*TASK ITEM*
Transcribe nothing but the lines from the one with "middle tip: (1295, 730)" to the end of the entries, both included, keeping each exact and leaving every picture out.

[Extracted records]
+---+
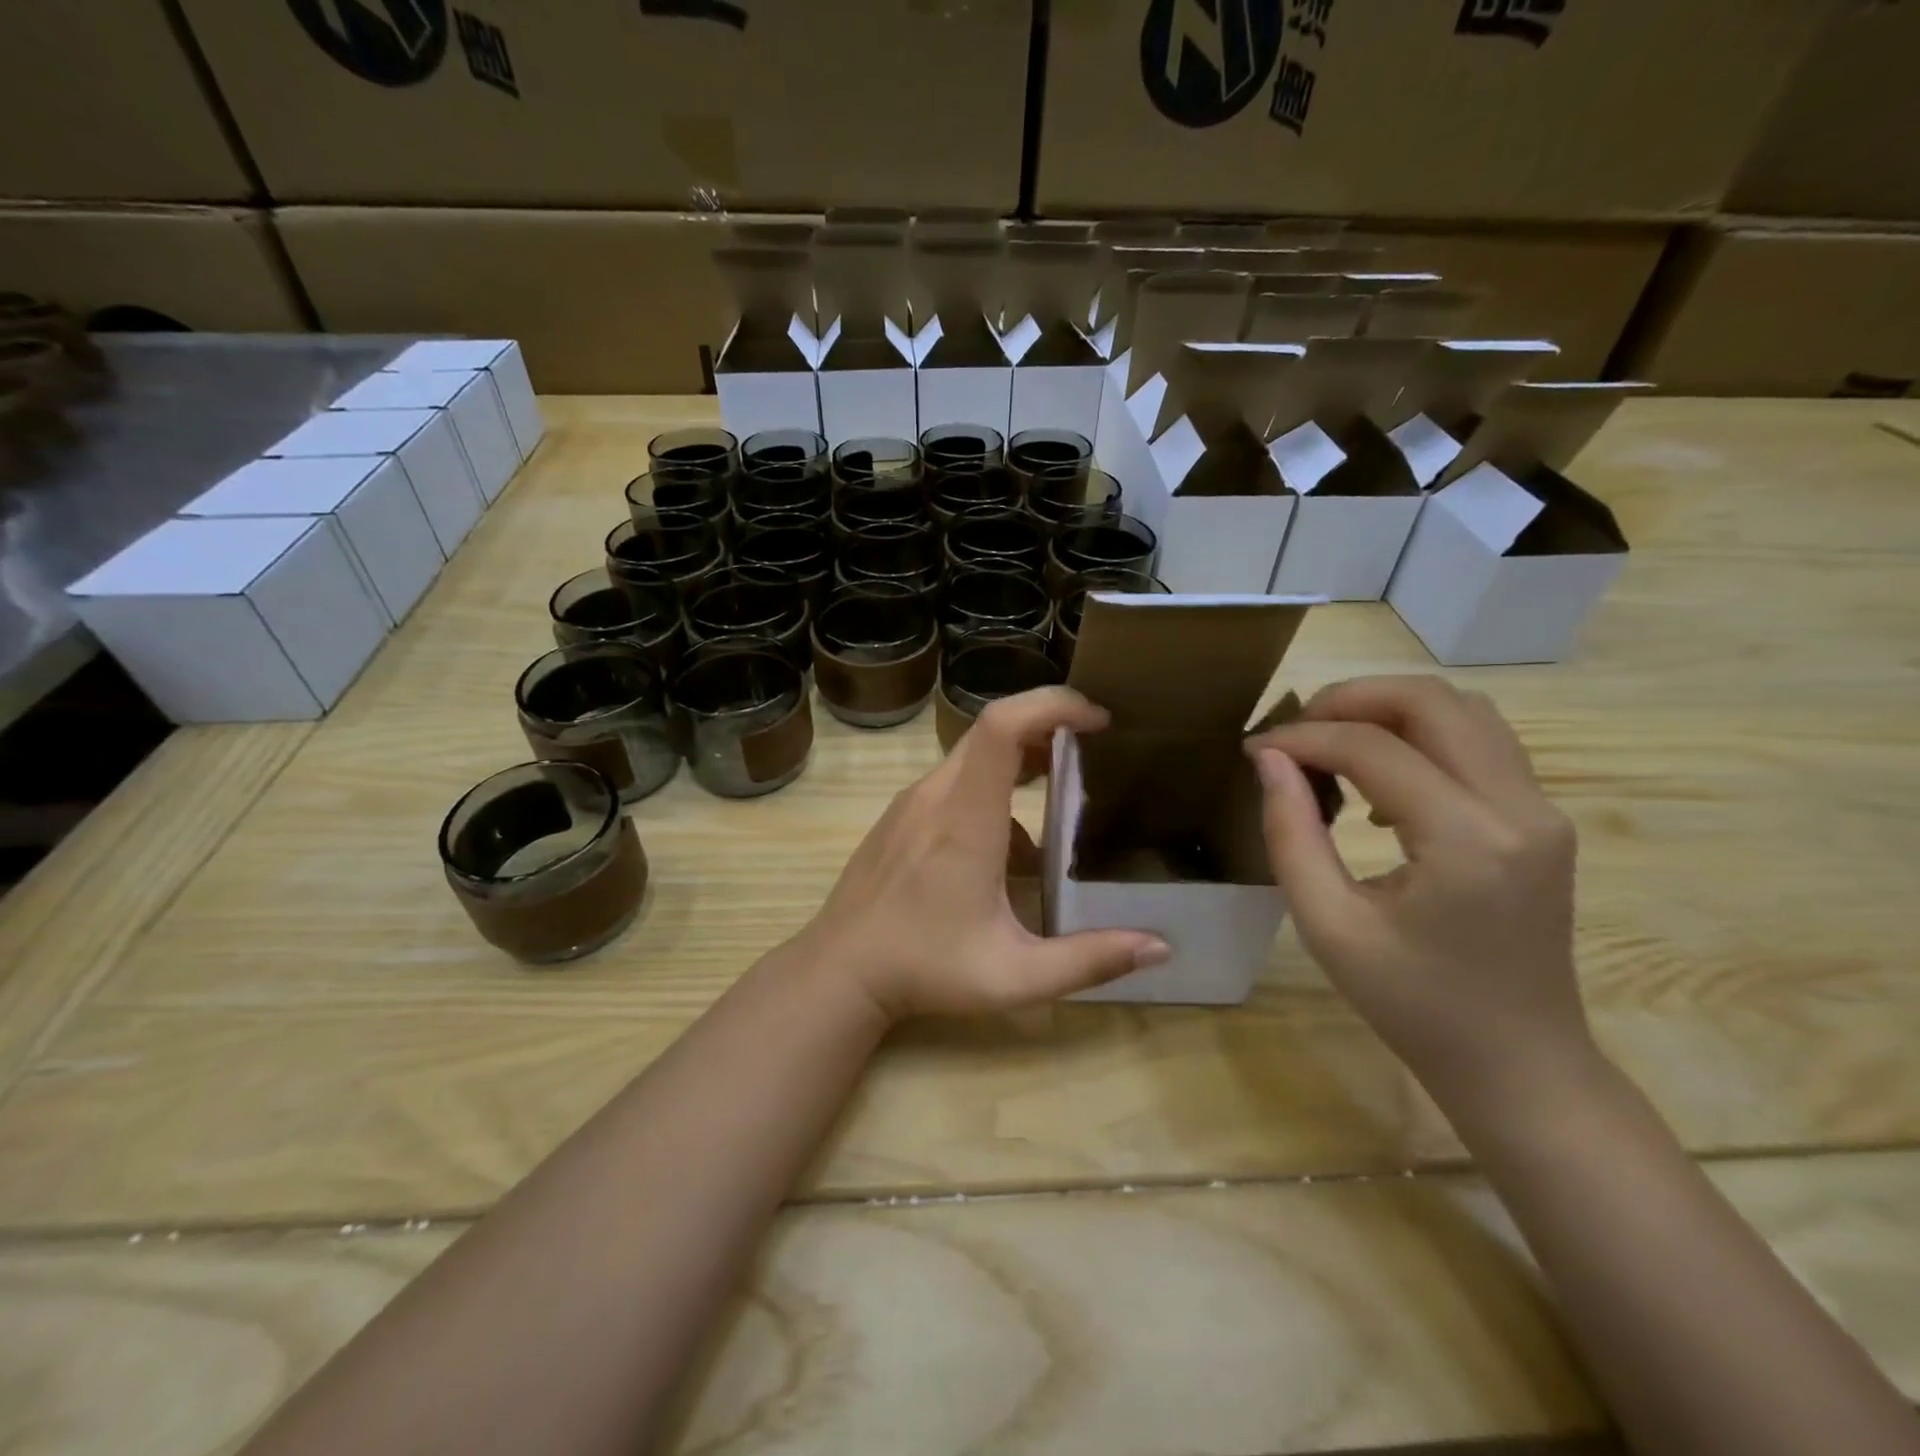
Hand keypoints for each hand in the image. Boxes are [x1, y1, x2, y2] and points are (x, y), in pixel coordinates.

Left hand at [797, 687, 1170, 1020]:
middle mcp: (936, 795)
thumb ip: (1090, 960)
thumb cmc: (925, 969)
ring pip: (973, 756)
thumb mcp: (1015, 976)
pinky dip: (993, 791)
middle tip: (1094, 751)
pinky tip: (1010, 850)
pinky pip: (954, 783)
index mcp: (965, 819)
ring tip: (1063, 797)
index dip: (1052, 706)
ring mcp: (912, 802)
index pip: (1002, 726)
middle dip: (1048, 727)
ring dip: (1022, 762)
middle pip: (992, 729)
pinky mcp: (900, 815)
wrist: (839, 971)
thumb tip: (1160, 947)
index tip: (1097, 721)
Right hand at [1245, 675, 1591, 1106]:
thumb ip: (1291, 833)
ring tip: (1330, 743)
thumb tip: (1269, 760)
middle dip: (1351, 700)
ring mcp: (1542, 811)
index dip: (1305, 738)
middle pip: (1432, 701)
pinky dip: (1421, 737)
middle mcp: (1519, 809)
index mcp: (1468, 841)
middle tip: (1295, 730)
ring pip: (1463, 711)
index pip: (1375, 749)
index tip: (1255, 748)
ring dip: (1388, 711)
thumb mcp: (1328, 925)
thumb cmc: (1413, 1004)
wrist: (1519, 1063)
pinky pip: (1479, 743)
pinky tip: (1379, 781)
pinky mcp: (1542, 820)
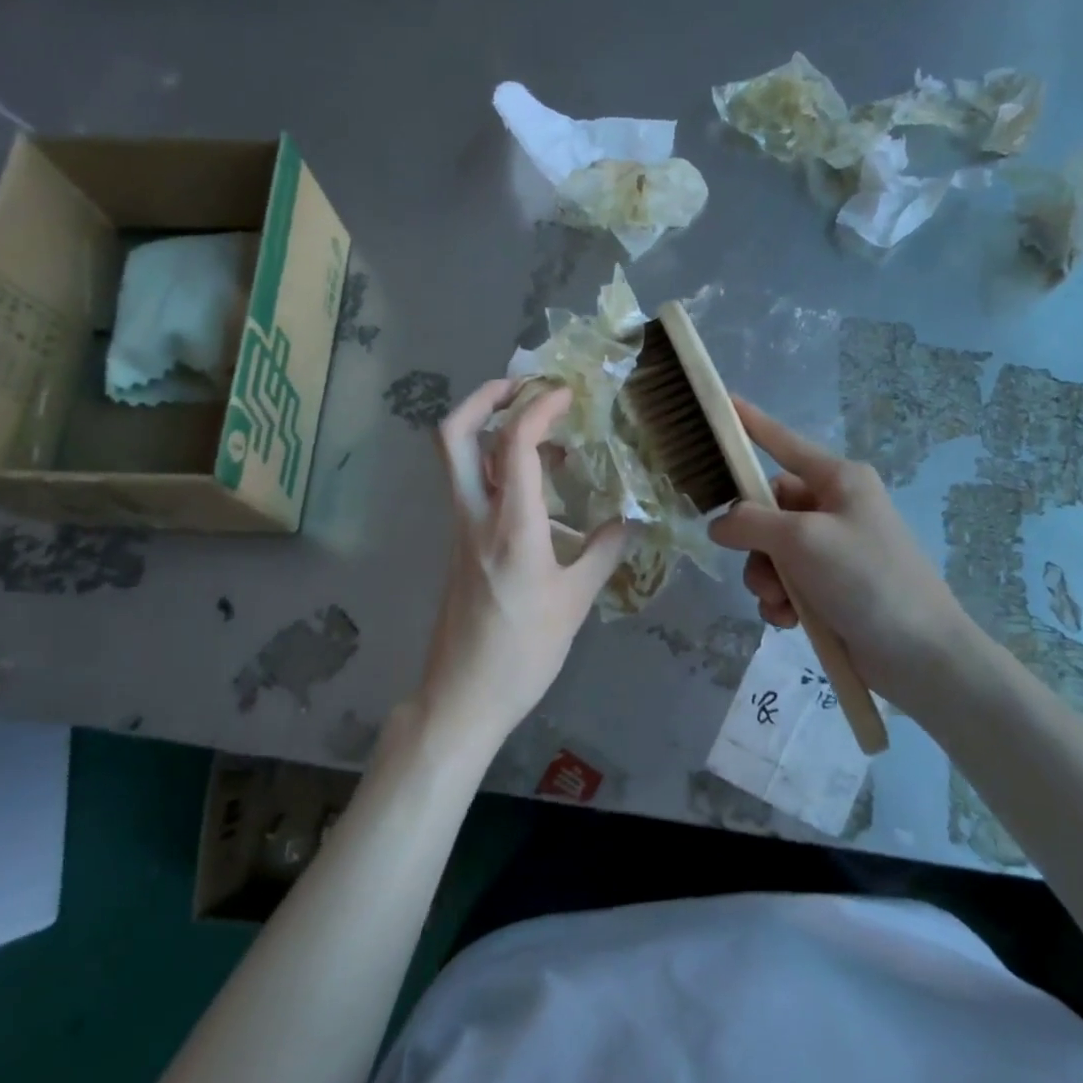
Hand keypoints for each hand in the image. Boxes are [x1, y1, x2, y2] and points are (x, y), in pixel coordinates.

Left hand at [410, 379, 627, 763]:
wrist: (463, 696)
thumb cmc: (523, 652)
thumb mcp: (575, 602)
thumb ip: (603, 552)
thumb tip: (628, 520)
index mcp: (511, 525)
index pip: (516, 443)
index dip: (540, 406)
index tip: (568, 394)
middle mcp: (475, 516)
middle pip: (454, 435)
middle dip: (484, 398)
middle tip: (523, 386)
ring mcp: (461, 529)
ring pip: (460, 459)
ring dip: (494, 430)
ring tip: (547, 434)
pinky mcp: (460, 545)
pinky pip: (473, 487)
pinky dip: (500, 467)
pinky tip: (541, 487)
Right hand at [706, 398, 990, 709]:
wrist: (920, 654)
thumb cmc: (866, 579)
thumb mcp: (802, 541)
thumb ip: (750, 523)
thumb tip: (719, 524)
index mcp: (838, 480)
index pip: (783, 442)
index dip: (751, 425)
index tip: (723, 403)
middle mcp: (834, 507)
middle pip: (768, 508)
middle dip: (754, 543)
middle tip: (762, 570)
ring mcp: (833, 548)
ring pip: (771, 550)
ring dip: (766, 578)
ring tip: (780, 603)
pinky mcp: (831, 586)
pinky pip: (786, 581)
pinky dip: (780, 600)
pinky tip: (788, 620)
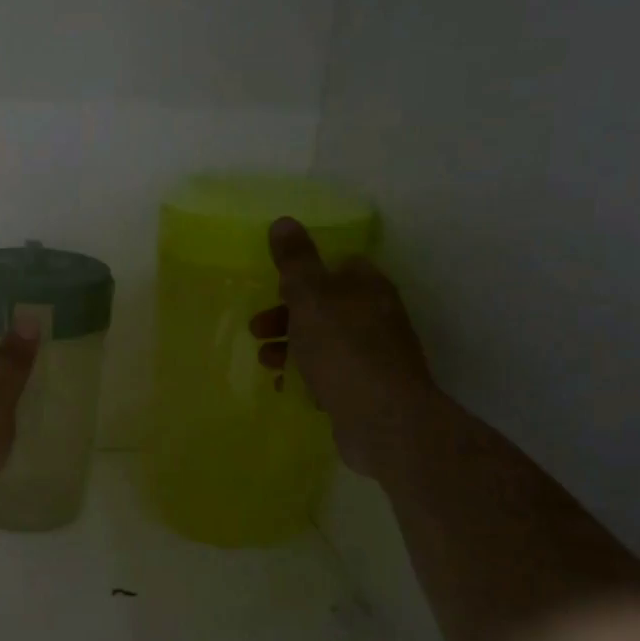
+---+
*EXERCISE ANSWER*
middle tip: (1295, 730)
ring pip: (1463, 711)
index pip: (1375, 749)
index tip: (1255, 748)
ring dip: (1388, 711)
thumb mcp: (1328, 925)
thumb cmc: (1413, 1004)
wrist: (1519, 1063)
pinky pip: (1479, 743)
pinky tip: (1379, 781)
pinky mcp: (1542, 820)
Hand keypoints for each hand in the image. Boxes are [x1, y1, x2, y2] and points are (x, y), in pixel coordinates.

Left hand at [410, 379, 627, 763]:
wrist: (463, 696)
thumb cmc: (523, 652)
thumb mcp: (575, 602)
thumb ip: (603, 552)
thumb tip: (628, 520)
index mcp: (511, 525)
index pip: (516, 443)
index dip: (540, 406)
index tip: (568, 394)
middle mcp: (475, 516)
middle pip: (454, 435)
middle dip: (484, 398)
middle tip: (523, 386)
ring mcp: (461, 529)
ring pip: (460, 459)
ring dip: (494, 430)
ring tip: (547, 434)
pinky mcp: (460, 545)
pinky pip: (473, 487)
pinky dip: (500, 467)
pinky tip: (541, 487)
Right hand at [706, 398, 990, 709]:
wrist: (920, 654)
thumb cmc: (866, 579)
thumb mcp: (802, 541)
thumb ip: (750, 523)
thumb tip: (719, 524)
index mcp: (838, 480)
index pip: (783, 442)
index dip: (751, 425)
index tip: (723, 403)
middle mcp: (834, 507)
middle pip: (768, 508)
middle dip: (754, 543)
middle tip: (762, 570)
ring mcp: (833, 548)
ring pip: (771, 550)
ring dip: (766, 578)
ring tip: (780, 603)
pinky mcp: (831, 586)
pinky pip: (786, 581)
pinky dip: (780, 600)
pinky tip: (788, 620)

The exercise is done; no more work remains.